Arriva una buona notizia per gli imprenditori agricoli, in quanto diventa operativa la semplificazione sulla gestione dei rifiuti agricoli, con l’esenzione dell’obbligo di iscrizione al Rentri allargata a tutti coloro i quali che adottano sistemi alternativi di tracciabilità, oltre a quelli con un volume di affari non superiore a ottomila euro all’anno.
E’ quanto fa sapere la Coldiretti della Basilicata alla luce del chiarimento pubblicato dal Ministero dell’Ambiente in merito al provvedimento varato con la Manovra finanziaria, frutto del lavoro portato avanti dall’organizzazione agricola in questi mesi con i gruppi parlamentari e il Governo.
I sistemi alternativi di tracciabilità integrati nell’organizzazione di circuiti e piattaforme di raccolta consistono nella semplice conservazione per tre anni del documento di conferimento.
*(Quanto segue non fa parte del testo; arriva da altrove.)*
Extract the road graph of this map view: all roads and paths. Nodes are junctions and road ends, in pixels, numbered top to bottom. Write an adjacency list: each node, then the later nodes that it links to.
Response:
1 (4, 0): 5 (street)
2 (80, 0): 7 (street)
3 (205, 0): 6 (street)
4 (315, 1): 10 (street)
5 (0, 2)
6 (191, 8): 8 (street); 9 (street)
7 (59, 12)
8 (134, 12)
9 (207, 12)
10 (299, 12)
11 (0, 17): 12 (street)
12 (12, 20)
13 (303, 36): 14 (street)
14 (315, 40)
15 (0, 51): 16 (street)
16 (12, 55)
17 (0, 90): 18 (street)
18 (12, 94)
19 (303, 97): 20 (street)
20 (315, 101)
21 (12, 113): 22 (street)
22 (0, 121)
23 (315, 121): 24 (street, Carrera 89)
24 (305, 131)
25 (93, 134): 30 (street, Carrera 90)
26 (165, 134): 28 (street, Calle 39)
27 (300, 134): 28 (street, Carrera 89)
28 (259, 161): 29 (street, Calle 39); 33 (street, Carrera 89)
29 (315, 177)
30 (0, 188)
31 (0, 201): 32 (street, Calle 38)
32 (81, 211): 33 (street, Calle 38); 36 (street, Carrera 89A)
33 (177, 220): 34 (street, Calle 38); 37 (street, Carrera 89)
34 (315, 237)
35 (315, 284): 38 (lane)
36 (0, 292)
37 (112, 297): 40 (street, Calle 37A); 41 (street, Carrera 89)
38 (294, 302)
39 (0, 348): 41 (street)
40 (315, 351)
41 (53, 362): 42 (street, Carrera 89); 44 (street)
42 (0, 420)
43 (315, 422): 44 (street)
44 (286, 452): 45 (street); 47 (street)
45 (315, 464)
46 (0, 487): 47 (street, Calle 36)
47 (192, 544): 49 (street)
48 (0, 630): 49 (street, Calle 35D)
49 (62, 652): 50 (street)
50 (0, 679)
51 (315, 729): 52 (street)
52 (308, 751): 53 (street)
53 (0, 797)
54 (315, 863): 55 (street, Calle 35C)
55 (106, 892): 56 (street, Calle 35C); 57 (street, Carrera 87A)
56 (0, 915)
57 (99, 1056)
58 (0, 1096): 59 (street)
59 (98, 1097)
Si tratta di un risultato che conferma l’impegno di Coldiretti nella semplificazione della gestione dei rifiuti a favore delle aziende agricole, proprio con la messa in campo di circuiti tracciabili attraverso il sostegno delle Federazioni e il diretto coinvolgimento nelle forme organizzate di raccolta predisposte mediante specifici accordi di programma stipulati con le Pubbliche Amministrazioni, convenzioni quadro con i gestori della piattaforma di conferimento e altre modalità di gestione semplificata.